What you are asked to do:
In the records below, find every line with the word "nodes" and copy it.

BEGIN Entries provided

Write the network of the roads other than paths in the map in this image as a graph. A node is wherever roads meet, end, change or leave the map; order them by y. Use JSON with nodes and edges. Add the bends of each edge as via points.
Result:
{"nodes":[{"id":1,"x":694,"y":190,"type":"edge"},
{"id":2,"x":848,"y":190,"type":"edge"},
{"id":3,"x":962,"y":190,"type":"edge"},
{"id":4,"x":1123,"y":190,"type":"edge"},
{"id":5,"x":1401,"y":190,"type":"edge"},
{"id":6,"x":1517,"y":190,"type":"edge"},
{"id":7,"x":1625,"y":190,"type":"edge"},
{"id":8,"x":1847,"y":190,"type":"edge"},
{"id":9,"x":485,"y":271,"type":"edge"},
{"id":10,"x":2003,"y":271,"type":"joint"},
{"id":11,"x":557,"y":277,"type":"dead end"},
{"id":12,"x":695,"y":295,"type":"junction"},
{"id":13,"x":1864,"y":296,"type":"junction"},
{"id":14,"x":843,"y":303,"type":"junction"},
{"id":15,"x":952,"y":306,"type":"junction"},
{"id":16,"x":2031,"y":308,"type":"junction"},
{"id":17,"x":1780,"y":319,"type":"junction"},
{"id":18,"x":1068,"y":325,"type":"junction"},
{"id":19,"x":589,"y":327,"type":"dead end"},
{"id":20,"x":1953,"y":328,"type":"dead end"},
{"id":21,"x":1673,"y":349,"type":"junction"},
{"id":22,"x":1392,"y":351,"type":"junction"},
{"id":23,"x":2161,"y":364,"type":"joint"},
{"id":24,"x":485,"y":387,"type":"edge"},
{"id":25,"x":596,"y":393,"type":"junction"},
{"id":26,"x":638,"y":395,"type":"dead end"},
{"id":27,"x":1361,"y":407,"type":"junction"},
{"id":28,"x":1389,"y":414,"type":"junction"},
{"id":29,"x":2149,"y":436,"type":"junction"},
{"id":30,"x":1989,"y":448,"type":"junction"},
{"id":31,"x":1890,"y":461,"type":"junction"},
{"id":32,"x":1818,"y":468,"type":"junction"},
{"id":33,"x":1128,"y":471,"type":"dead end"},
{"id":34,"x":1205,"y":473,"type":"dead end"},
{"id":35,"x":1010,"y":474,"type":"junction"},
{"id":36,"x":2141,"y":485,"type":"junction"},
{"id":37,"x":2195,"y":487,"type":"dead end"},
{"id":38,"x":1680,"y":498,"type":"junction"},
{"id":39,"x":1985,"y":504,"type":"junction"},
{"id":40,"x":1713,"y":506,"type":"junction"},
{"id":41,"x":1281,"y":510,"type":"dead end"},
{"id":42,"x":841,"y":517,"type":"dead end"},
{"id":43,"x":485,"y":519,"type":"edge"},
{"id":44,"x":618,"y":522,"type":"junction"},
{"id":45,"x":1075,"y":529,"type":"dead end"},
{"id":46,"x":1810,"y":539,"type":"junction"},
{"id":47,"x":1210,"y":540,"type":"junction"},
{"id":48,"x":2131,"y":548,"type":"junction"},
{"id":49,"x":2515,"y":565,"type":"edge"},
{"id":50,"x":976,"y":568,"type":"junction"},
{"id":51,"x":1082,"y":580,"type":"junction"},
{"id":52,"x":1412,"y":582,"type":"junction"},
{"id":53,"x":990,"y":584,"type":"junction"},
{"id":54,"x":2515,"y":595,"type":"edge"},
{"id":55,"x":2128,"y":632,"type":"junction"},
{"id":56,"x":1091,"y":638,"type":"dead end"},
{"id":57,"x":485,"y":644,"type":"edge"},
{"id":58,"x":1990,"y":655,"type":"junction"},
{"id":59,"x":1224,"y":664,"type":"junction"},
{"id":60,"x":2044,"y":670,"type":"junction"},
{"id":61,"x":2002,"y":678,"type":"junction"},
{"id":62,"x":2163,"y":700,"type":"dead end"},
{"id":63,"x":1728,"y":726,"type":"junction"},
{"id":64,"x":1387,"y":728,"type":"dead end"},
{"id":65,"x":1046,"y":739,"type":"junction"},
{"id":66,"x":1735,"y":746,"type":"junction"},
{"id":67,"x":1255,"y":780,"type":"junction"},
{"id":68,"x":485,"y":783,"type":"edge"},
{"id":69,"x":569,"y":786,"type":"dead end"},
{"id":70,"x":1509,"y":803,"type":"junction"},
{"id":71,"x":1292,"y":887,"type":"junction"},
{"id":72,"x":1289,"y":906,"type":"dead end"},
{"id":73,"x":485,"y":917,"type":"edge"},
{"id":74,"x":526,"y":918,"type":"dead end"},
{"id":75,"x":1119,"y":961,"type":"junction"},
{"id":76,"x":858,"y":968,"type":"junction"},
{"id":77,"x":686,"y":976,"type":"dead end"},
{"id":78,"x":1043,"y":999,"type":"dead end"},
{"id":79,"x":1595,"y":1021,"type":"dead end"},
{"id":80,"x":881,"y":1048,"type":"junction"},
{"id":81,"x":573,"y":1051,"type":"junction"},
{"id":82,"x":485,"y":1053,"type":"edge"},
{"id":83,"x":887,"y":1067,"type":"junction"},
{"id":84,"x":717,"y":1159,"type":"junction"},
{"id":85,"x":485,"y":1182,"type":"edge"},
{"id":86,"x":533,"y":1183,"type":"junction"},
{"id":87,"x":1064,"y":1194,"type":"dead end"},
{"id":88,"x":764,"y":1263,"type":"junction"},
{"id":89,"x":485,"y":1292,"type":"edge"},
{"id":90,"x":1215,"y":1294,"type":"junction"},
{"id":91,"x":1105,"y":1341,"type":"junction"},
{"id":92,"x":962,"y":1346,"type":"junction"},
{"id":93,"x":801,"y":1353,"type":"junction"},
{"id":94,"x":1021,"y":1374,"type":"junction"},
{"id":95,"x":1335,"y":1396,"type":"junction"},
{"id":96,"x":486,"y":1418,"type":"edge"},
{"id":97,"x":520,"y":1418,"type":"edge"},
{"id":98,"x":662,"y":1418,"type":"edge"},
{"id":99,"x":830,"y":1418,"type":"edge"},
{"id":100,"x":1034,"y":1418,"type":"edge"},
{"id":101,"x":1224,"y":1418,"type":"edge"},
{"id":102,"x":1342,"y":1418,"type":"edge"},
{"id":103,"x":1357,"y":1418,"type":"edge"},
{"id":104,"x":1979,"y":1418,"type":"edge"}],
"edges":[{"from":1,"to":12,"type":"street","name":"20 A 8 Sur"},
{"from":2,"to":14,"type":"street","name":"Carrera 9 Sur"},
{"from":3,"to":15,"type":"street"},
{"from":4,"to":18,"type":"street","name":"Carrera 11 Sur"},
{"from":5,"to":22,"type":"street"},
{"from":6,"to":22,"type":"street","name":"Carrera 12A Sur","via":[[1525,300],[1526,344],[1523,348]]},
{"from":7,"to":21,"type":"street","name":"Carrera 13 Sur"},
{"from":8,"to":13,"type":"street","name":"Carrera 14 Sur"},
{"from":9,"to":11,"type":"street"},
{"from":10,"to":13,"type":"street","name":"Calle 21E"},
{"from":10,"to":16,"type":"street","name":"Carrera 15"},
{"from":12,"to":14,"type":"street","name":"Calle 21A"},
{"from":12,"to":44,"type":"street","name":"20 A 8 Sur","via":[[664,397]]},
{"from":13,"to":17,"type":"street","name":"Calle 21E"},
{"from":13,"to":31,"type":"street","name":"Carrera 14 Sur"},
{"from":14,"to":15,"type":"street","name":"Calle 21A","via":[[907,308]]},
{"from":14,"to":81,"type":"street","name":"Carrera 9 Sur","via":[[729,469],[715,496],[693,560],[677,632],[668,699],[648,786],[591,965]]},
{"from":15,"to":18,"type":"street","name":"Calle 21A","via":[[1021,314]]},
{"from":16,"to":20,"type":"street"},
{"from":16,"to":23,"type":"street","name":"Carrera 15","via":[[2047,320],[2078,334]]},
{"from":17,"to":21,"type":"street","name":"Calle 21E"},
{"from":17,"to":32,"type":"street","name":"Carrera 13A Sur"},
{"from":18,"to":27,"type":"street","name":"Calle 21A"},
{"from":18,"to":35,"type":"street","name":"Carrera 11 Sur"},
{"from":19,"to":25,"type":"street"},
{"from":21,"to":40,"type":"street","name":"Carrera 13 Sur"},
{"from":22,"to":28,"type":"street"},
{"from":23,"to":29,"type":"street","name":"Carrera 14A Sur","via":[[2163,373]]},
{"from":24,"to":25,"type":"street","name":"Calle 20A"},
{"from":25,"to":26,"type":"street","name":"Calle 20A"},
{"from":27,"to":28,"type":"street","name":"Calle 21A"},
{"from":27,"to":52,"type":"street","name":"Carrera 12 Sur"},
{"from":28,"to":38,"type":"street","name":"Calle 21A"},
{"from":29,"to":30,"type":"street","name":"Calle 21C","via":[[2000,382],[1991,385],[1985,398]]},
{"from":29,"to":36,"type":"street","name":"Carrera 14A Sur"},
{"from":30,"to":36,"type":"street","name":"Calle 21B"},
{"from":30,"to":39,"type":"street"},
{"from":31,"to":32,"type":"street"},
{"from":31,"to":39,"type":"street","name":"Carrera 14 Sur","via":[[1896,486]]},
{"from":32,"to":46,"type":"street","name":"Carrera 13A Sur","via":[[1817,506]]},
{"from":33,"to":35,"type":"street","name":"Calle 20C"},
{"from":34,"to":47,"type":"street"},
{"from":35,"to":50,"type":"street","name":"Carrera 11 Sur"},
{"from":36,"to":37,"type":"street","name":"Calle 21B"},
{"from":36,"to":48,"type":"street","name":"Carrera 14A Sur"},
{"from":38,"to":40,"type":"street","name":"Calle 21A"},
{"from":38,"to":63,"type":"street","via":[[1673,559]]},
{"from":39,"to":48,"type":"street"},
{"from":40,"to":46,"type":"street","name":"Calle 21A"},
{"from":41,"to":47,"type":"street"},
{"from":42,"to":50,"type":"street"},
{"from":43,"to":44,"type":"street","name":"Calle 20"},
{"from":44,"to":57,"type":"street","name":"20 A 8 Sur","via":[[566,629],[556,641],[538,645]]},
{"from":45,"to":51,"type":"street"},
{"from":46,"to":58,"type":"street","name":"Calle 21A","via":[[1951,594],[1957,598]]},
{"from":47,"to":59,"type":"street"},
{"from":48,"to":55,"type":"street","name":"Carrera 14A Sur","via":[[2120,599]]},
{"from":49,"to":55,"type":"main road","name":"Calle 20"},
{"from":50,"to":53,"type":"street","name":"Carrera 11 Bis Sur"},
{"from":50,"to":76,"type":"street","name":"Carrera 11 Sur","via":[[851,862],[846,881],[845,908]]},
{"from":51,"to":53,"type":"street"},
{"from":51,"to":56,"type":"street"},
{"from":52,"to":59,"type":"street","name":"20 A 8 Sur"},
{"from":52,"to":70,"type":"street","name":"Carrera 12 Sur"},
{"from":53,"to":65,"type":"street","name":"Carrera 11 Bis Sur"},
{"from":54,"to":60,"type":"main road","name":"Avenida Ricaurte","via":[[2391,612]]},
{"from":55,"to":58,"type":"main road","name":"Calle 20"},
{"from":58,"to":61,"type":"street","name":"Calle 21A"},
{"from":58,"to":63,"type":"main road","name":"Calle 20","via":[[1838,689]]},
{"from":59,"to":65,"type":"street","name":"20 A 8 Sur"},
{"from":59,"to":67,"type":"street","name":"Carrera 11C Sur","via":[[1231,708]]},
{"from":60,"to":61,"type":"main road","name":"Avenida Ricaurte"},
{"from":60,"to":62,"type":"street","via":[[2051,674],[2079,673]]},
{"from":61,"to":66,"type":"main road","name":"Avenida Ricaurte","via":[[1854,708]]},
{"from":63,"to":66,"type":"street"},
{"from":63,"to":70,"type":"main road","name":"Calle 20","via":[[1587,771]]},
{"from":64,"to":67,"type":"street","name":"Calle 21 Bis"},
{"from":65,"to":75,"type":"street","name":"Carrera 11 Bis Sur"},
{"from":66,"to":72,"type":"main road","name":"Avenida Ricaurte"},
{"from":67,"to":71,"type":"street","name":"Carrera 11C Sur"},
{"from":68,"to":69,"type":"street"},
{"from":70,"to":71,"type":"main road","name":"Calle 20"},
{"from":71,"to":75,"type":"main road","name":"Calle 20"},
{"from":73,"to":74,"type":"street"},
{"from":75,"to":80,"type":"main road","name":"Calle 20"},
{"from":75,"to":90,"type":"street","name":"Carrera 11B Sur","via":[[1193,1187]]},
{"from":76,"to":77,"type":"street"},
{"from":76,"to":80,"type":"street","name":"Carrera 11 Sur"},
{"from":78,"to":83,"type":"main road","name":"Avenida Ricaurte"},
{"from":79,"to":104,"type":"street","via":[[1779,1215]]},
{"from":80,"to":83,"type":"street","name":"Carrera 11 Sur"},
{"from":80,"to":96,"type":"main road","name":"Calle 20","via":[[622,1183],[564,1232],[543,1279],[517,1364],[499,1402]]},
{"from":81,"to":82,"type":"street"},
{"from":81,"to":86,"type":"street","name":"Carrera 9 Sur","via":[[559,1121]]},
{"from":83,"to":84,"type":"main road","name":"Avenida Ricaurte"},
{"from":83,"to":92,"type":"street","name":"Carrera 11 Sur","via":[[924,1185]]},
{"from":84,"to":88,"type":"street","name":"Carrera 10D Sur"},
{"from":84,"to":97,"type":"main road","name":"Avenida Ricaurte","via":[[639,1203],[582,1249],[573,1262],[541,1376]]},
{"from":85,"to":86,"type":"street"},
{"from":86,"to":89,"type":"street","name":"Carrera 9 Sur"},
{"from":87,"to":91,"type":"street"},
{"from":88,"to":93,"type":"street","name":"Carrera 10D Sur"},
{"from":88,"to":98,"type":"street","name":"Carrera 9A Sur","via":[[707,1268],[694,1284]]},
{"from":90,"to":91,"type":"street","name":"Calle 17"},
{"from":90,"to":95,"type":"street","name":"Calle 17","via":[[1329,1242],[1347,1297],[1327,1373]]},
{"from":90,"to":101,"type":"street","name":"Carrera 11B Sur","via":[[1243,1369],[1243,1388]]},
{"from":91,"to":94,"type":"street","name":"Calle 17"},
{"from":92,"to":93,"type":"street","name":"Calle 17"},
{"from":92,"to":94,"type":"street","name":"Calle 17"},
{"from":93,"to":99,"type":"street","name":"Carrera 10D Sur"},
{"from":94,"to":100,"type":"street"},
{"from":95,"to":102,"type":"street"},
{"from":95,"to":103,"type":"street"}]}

END Entries provided

The completed task:
Write the network of the roads other than paths in the map in this image as a graph. A node is wherever roads meet, end, change or leave the map; order them by y. Use JSON with nodes and edges. Add the bends of each edge as via points.
{"nodes":[{"id":1,"x":694,"y":190,"type":"edge"},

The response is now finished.